Abstract

Introduction: Obesity is more prevalent among minorities, increasing the risk for cardio-renal morbidity. Hypothesis: We explored interactions between race, body mass index (BMI), and the risk of hyperfiltration associated with Obesity Related Glomerulopathy (ORG). Methods: We created a cohort of women and girls ages 12-21 from the New York Metropolitan area using their longitudinal electronic health records (EHR). Glomerular filtration rate (GFR) was estimated in two ways: I) using the standard age recommended formulae, and II) eGFRr -without a race-specific coefficient. Multivariate logistic regression was used to analyze the relative contribution of risk factors for ORG associated hyperfiltration, defined by a threshold of ≥135ml/min/1.73m 2 . Results: 7315 Black and 15,102 non-Black women and girls were evaluated for kidney function in parallel to body measures. Hyperfiltration was more frequent in Black compared to non-Black individuals when using standard eGFR but was lower after eliminating the race-specific coefficient. Black race was independently associated with hyperfiltration with standard eGFR calculation (OR=3.43, 95% CI 2.95-3.99) but the association was reversed when estimated by eGFRr (OR=0.56, 95% CI 0.45-0.70).

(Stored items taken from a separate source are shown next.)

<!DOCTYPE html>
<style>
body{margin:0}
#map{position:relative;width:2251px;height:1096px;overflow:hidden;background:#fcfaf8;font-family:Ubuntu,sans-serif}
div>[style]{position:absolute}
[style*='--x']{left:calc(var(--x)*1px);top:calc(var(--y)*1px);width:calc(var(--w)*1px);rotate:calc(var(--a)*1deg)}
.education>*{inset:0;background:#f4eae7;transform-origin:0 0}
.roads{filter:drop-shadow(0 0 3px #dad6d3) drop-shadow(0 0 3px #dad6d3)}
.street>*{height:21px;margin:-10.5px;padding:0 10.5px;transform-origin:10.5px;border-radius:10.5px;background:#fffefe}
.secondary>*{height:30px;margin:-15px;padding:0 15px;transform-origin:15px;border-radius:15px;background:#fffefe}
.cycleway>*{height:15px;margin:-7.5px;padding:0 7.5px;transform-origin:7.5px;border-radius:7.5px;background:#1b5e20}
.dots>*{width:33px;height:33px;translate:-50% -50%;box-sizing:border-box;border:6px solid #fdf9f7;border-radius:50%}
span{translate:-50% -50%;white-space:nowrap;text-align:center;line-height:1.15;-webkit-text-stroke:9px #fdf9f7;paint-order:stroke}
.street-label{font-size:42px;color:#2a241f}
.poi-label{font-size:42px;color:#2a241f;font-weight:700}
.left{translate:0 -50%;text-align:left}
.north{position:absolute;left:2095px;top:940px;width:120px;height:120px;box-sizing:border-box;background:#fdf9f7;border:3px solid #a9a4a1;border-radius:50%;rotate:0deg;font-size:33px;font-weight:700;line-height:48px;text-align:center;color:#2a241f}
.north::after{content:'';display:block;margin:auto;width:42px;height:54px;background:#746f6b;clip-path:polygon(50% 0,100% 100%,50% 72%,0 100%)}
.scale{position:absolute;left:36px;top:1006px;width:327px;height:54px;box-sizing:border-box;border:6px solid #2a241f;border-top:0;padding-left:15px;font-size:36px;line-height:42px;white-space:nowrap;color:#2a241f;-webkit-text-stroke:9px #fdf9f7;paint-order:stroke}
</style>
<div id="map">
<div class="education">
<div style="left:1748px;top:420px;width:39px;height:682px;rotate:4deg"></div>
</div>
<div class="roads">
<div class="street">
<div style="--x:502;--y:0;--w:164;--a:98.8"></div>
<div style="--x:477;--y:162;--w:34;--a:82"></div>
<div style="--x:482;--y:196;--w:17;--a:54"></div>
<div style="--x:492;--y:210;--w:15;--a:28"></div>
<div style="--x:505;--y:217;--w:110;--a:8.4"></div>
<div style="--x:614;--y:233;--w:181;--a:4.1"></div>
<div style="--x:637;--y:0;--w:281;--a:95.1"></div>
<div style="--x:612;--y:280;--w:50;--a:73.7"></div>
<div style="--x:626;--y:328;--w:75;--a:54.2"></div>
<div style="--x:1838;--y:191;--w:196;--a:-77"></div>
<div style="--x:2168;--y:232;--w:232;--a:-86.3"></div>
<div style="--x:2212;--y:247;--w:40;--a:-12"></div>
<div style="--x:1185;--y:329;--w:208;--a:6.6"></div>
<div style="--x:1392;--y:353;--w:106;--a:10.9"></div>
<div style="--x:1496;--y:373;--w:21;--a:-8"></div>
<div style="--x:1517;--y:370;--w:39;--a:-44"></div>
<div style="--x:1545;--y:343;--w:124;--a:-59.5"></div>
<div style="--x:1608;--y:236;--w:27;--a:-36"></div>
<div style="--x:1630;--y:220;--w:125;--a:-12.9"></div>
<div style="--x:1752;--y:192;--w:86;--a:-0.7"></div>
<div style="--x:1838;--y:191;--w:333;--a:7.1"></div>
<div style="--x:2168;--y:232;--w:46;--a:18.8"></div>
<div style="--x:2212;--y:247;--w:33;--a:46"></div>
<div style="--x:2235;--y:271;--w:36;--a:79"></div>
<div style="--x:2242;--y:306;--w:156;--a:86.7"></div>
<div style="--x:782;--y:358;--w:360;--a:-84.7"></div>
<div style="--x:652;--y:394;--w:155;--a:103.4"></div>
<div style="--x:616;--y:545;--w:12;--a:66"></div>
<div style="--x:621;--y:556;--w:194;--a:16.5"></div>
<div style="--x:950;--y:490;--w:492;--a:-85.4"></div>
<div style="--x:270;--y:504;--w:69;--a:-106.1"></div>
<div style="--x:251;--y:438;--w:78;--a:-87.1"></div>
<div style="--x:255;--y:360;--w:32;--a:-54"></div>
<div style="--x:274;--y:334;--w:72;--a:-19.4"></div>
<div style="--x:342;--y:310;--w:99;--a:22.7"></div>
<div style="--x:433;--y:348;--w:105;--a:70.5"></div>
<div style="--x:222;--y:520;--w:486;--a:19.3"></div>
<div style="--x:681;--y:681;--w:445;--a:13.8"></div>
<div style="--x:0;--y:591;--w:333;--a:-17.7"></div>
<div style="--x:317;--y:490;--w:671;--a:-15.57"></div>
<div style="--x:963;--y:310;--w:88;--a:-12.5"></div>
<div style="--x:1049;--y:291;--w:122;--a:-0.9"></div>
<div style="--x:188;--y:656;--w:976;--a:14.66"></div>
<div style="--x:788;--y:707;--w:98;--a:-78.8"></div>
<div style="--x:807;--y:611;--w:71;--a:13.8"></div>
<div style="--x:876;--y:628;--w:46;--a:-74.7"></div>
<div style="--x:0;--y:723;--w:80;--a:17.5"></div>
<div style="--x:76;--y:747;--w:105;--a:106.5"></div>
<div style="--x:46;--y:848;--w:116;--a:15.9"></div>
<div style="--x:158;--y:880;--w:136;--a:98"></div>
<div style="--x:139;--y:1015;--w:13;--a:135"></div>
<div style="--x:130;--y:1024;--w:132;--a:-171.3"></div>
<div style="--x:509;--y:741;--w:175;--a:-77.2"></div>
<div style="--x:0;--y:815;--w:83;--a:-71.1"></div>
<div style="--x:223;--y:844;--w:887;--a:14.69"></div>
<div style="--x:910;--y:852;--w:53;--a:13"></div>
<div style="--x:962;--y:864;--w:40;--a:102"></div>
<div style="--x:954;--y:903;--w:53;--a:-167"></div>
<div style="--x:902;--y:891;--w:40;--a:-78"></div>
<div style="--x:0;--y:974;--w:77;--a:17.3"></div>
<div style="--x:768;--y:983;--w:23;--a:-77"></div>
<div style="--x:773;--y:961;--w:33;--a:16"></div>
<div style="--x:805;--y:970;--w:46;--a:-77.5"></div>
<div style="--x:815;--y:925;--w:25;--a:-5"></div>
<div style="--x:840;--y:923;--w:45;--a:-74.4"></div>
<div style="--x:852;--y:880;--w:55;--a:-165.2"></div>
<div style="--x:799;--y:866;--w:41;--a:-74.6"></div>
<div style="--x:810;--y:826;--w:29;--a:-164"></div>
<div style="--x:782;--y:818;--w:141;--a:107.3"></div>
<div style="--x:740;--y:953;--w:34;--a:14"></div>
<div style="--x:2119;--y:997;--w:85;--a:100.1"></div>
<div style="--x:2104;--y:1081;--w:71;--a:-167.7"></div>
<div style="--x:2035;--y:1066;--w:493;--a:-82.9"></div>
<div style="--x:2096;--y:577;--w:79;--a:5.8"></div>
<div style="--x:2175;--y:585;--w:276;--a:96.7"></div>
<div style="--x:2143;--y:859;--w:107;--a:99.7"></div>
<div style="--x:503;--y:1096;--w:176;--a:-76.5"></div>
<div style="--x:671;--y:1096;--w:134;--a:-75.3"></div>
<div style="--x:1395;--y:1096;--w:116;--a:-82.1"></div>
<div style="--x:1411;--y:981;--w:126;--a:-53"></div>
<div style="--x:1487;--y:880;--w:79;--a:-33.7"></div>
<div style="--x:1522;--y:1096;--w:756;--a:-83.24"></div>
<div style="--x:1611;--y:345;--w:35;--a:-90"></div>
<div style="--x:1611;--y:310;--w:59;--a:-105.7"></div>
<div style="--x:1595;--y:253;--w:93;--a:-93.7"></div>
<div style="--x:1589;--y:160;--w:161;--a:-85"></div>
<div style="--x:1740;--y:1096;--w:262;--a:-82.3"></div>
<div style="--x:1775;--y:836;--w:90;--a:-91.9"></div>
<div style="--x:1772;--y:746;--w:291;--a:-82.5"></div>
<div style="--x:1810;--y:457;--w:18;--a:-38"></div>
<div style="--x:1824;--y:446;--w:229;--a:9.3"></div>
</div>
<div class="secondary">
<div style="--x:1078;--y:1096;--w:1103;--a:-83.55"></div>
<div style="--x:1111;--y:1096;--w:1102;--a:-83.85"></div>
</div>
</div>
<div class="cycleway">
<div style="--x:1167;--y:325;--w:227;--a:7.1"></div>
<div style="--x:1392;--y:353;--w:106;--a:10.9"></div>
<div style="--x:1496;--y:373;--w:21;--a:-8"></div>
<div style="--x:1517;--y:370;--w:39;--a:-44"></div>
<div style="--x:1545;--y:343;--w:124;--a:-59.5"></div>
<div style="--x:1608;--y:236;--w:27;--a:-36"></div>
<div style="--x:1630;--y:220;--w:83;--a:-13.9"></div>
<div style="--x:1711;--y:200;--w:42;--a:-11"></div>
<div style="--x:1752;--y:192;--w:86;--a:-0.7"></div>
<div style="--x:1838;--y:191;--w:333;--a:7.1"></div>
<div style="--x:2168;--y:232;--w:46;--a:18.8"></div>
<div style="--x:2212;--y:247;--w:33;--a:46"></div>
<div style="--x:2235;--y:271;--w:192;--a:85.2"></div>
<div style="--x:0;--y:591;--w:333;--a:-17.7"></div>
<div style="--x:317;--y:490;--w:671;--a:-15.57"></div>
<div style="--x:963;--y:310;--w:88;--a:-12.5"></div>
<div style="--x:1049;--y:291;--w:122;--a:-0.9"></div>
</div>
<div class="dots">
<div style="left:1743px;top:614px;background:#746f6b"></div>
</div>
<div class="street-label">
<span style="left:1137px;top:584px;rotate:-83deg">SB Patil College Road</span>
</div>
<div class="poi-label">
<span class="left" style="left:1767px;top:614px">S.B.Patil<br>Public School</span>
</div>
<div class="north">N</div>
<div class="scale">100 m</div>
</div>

Risk of hyperfiltration was higher for Black individuals across all BMI strata with standard eGFR estimates, but when estimated as eGFRr hyperfiltration risk was reduced for overweight (OR =0.70 95% CI 0.54-0.89) and obese (OR=0.47, 95% CI 0.37-0.60) black participants. Simultaneous removal of the race coefficient and adjustment to individual BSA provided the most accurate estimation of GFR compared to creatinine clearance. Conclusions: Estimated CKD prevalence among Black adolescents and young adults increases following removal of the race coefficient while fewer have evidence of ORG. Removing the race coefficient should be accompanied by adjustment to individual BSA in order to estimate more realistically GFR.